A las nueve, el Optimista se va a la cama.
Se levanta a las cuatro, desayuna una taza de té y una tostada de pan de centeno sin mantequilla y consulta los mercados asiáticos. A las ocho, una vez acabada la mitad de su jornada laboral, se premia con otra tostada, que le proporciona el combustible necesario para caminar ochocientos metros. Entonces va a la oficina de Boone, revisa los libros y espera con impaciencia a que Boone aparezca después del Club del Amanecer. Come a las once, cuando el Doce Dedos cruza corriendo a The Sundowner y le trae medio bocadillo de ensalada de atún y una taza de sopa de tomate.
Todos los días lo mismo, sin ninguna variación.
El Optimista es multimillonario y así transcurre felizmente su miserable vida.
Sin embargo, hoy se queda un poco más, para que Boone lo ponga al corriente de su día de diversión y aventura.
—Blasingame parece bastante borde —dice el Optimista.
—¿Cuál de ellos? —pregunta Boone.
—El padre —refunfuña el Optimista.
—Yo empiezo a dudar del hijo —dice Boone.
—¿En qué sentido?
Boone se encoge de hombros. Todavía no sabe concretamente qué es, pero hay algo que no le acaba de cuadrar en toda aquella historia. Cuando se pone a explicárselo, oye la voz de Dan Nichols en la planta baja.
—Busco a Boone Daniels.
—¡Estoy aquí arriba! —grita Boone por las escaleras.
Dan sube.
—Dan, este es Ben Carruthers —dice Boone para presentarle al Optimista—. Ben, este es Dan Nichols.
—Encantado —dice Dan—. ¿Tiene algo que ver con el Ben Carruthers de Carruthers Holding?
—Soy yo —dice el Optimista.
—Siempre había querido conocerlo —dice Dan—. Es usted una especie de ermitaño.
El Optimista hace un gesto afirmativo con la cabeza.
—Tengo una cita. Encantado de conocerlo.
Baja las escaleras.
—Estoy impresionado —dice Dan—. No te voy a preguntar si es cliente tuyo.
—Es un amigo.
—Más impresionado me dejas —dice Dan—. Tu amigo es un genio de las inversiones. Su empresa es la dueña de medio mundo, me parece.
—Es un buen tío.
Dan mira la cara y el cuello de Boone.
—¿Has tenido una pelea?
—He estado practicando en el gimnasio.
—Cosas de detectives privados, ¿no?
«No mucho», piensa Boone.
Los pocos detectives privados que conoce hacen sus ejercicios en bares, levantando chupitos y cervezas.
—Tengo el equipo.
—Bien.
—Por última vez, Dan. ¿Estás seguro de querer saberlo?

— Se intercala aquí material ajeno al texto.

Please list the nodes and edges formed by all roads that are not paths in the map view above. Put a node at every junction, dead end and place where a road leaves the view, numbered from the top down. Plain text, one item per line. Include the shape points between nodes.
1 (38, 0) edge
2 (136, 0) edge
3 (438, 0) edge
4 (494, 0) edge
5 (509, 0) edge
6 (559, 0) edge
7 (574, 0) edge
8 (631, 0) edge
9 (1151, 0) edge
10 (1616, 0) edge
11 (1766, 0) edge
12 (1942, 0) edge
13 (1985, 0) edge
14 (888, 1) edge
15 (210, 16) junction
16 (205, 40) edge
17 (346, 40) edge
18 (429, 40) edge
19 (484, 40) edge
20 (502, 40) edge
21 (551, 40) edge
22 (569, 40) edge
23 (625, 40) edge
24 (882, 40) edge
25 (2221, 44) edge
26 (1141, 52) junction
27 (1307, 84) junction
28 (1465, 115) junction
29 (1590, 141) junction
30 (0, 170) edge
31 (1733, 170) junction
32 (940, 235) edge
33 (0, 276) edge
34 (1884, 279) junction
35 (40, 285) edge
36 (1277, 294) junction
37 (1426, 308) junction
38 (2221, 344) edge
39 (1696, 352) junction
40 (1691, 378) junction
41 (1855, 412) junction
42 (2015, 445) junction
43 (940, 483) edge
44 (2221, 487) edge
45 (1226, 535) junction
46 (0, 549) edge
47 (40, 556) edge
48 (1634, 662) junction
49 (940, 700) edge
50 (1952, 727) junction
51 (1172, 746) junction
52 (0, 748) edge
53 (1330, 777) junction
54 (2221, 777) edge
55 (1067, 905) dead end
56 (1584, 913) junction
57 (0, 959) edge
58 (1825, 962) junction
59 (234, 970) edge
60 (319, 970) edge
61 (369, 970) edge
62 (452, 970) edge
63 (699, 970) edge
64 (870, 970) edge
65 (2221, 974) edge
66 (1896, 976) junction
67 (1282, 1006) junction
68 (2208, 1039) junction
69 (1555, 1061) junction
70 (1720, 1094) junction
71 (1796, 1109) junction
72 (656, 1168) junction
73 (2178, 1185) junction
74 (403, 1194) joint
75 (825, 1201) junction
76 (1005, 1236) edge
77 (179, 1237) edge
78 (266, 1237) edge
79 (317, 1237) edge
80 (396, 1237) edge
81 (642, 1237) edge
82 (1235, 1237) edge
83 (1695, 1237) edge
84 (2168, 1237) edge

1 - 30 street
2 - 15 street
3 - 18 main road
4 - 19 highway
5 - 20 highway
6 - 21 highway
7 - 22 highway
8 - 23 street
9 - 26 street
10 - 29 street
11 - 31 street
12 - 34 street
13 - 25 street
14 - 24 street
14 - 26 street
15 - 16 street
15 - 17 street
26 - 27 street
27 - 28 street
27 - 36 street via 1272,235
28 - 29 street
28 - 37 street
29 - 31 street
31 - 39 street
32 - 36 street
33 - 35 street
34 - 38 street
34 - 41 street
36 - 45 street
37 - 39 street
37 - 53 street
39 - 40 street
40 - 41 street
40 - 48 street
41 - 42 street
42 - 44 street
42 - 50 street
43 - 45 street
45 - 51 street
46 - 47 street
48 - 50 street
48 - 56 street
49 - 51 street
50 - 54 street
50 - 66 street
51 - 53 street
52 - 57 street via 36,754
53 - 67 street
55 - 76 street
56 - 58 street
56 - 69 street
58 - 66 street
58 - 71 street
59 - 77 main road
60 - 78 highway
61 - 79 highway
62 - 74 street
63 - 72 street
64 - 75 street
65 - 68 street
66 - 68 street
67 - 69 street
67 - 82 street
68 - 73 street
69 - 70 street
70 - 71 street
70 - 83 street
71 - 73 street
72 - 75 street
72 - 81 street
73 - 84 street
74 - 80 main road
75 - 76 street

Es que hay cosas de las que más vale no enterarse. Es posible que la ignorancia no sea lo mejor, pero el conocimiento tampoco es siempre un cucurucho de chocolate espolvoreado de chucherías. Y si hay algo en el pasado, a veces es mejor dejarlo como está, porque no todo lo que se rescata del fondo del mar es un tesoro.
—No puedo evitarlo, Boone.
Famosas últimas palabras. Como el tío que no puede evitar meterse mal en una ola: hasta que no estás dentro no te das cuenta de que has tomado la decisión equivocada, pero entonces es demasiado tarde. Vas a seguir hasta el final, hasta acabar con una caída espectacular.
—Solo tienes que ponerlo debajo del parachoques —dice Boone—, enganchado a una superficie de metal. Así podré seguirle la pista desde mi furgoneta.
—Parece cosa del 007.
—Sí, más o menos —dice Boone—. ¿Cuánto tiempo estarás fuera de la ciudad?
—Dos o tres días. Depende.
—¿Tengo tu teléfono móvil?
—Pues sí.
—Cualquier cosa, te aviso.
—Gracias por esto, Boone.
«No hay de qué», piensa Boone, mientras Dan sale.